Thu Jan 8 03:50:31 PST 2026

llvmbot wrote:




@llvm/pr-subscribers-mlir-gpu

Author: Artem Kroviakov (akroviakov)

<details>
<summary>Changes</summary>

This PR adds layout propagation for `xegpu.store_matrix` op. The op is not tightly coupled with a specific intrinsic, so inst_data setting is not entirely clear at this stage. We use `subgroup_block_io` [only at the subgroup and lane levels](https://mlir.llvm.org/docs/Dialects/XeGPU/#xegpustore_matrix-xegpustorematrixop), but inst_data is "consumed" before subgroup distribution. 
What uArch info should be used for it? The same as for [scatter store](https://github.com/llvm/llvm-project/pull/172845), meaning `min(datavec_bitsize, uarch_val)`? 

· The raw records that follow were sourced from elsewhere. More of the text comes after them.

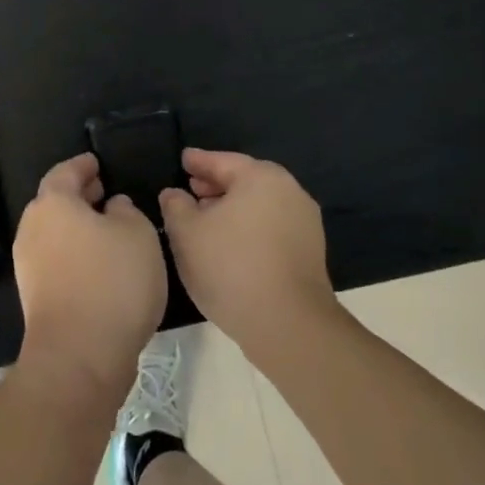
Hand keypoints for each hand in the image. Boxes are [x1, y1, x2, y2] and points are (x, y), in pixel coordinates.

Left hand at [13, 152, 166, 402]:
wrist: (79, 357)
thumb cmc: (112, 281)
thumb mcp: (138, 234)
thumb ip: (126, 211)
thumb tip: (112, 207)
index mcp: (53, 202)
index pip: (66, 171)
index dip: (83, 165)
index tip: (97, 163)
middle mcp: (33, 227)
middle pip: (54, 201)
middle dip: (79, 195)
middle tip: (104, 192)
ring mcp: (29, 263)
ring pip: (54, 231)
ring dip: (77, 226)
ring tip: (108, 229)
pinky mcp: (34, 295)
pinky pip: (56, 259)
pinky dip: (74, 252)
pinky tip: (100, 264)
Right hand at [160, 149, 336, 355]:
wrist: (288, 325)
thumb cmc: (231, 267)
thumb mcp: (186, 233)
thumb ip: (175, 206)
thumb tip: (174, 194)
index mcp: (261, 177)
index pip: (222, 161)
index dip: (198, 161)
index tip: (183, 159)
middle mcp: (289, 191)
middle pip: (245, 180)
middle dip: (216, 184)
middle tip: (192, 188)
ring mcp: (304, 223)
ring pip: (259, 205)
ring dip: (233, 208)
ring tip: (207, 219)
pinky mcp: (310, 252)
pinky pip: (271, 227)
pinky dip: (249, 227)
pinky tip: (230, 245)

Pinging @Jianhui-Li  as the author of the current `xegpu.store_matrix` op.

---
Full diff: https://github.com/llvm/llvm-project/pull/174952.diff


3 Files Affected:

- (modified) mlir/lib/Dialect/XeGPU/Transforms/XeGPUPropagateLayout.cpp (+29) 
- (modified) mlir/test/Dialect/XeGPU/propagate-layout-inst-data.mlir (+12) 
- (modified) mlir/test/Dialect/XeGPU/propagate-layout.mlir (+17-4)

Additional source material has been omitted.